Benin joins six other African countries that contribute to ADF; 74 million people in Africa have benefitted from improvements in agriculture for food security through the Fund.
Benin has pledged $2 million to the next replenishment of the African Development Fund, the concessional window of the African Development Bank Group.
The country’s Minister of Economy and Finance, Romuald Wadagni, made the announcement in Cotonou, at the opening session of the Mid-Term Review of the 16th Replenishment of the Fund.
It came shortly after the head of the African Development Bank Group, Dr Akinwumi Adesina invited Benin’s President Patrice Talon to be a champion of ADF 17 and encouraged him to “pledge financial support.”
Announcing his country’s pledge, Minister Wadagni said the African Development Fund was a trusted partner for low-income countries and recommended that each “recipient country demonstrates rigour and transparency.”
He said one of Benin’s objectives was “to ensure that we can use the ADF instrument in the form of guarantees and raise money in order to benefit from its leverage effect.”
The current three-year financing cycle, which received a record $8.9 billion ends in 2025. Benin becomes the seventh African country to contribute, joining Algeria, Angola, the Democratic Republic of Congo, Egypt, Morocco and South Africa.
“Our ambition is encouraging more African countries to become state participants in the ADF,” said Adesina, citing Kenya’s pledge of $20 million to ADF, announced last May by President William Ruto during the Annual Meetings of the African Development Bank Group in Nairobi.
He said the African Development Fund is providing Benin with $108.2 million towards general budget support for economic governance and private sector development program focused on improving the overall business climate, supporting agro-industrial sector and strengthening the development of Special Economic Zones, like Glo Gjigbe, that ADF delegates visited as part of the Mid Term Review program.
Across the continent, Adesina said the African Development Fund is achieving impactful and impressive results.
“15 million people have been provided with access to electricity. 74 million people have benefitted from improvements in agriculture for food security. 45 million people have benefitted from improved transport. And over 8,700 kilometers of roads have been built or rehabilitated,” said Adesina.

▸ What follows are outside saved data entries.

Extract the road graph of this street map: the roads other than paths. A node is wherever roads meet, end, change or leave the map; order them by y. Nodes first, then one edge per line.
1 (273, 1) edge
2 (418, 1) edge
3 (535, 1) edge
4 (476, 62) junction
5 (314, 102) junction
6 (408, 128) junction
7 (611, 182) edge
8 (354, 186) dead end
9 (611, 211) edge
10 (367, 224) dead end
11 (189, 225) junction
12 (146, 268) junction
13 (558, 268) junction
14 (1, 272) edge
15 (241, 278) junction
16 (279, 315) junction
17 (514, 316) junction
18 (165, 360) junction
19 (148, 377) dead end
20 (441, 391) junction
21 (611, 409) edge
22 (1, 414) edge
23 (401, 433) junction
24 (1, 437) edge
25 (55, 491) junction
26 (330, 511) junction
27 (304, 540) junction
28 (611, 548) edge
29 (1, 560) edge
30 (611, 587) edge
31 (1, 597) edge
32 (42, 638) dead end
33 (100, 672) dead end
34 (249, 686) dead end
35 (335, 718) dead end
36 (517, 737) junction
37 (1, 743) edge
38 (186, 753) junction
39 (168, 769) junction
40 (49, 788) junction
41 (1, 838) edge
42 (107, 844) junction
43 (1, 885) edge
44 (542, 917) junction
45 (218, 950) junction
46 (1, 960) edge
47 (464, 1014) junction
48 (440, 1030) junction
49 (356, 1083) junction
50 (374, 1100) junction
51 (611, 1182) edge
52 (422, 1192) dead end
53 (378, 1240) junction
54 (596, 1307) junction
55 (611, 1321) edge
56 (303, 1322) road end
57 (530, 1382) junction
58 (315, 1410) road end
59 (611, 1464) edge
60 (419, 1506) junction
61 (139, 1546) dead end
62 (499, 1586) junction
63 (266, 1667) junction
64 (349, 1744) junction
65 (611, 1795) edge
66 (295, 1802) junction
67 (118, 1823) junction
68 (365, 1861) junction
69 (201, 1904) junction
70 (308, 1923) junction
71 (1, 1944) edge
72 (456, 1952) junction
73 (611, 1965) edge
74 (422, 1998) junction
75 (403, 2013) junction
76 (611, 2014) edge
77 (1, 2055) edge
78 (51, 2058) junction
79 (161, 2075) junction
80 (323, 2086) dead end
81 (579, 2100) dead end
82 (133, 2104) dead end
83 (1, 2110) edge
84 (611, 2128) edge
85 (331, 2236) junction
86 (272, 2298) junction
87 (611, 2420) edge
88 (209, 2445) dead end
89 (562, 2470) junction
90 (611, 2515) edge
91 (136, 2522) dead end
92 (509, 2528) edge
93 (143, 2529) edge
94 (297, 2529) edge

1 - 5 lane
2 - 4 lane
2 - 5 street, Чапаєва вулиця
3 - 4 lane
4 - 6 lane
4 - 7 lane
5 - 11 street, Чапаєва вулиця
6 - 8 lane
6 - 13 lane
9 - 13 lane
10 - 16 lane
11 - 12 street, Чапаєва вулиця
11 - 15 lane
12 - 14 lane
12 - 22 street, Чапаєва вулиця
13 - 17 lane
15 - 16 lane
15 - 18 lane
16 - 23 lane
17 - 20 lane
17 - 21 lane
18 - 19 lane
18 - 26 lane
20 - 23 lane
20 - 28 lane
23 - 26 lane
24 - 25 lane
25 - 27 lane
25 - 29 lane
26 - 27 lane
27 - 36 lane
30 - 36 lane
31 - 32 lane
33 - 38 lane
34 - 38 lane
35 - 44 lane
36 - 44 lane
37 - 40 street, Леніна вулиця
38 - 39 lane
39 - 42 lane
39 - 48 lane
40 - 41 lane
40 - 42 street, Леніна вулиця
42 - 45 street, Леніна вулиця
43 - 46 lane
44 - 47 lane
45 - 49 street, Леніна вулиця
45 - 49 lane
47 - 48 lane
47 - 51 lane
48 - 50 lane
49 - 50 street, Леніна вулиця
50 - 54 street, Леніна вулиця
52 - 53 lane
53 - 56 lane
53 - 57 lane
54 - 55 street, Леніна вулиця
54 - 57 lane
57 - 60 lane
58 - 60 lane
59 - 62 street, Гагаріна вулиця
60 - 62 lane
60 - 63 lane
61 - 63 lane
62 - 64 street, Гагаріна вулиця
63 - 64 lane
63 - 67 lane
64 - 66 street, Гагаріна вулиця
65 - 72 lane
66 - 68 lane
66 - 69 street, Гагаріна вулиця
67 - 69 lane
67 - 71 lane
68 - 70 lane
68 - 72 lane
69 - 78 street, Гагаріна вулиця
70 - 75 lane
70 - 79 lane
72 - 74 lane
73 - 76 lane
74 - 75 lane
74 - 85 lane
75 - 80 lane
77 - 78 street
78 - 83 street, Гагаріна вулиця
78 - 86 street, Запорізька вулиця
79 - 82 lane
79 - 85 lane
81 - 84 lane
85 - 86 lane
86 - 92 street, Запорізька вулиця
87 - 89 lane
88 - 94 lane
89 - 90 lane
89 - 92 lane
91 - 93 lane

“I am proud of what this institution has achieved in its 50 years of existence,” he added, pointing out that the Fund has been ranked “the second-best concessional financing institution in the world for the quality of its development assistance.”
The Cotonou meeting was attended by ministers, representatives of donor and beneficiary member countries, the Bank Group’s Board of Directors, senior management and staff.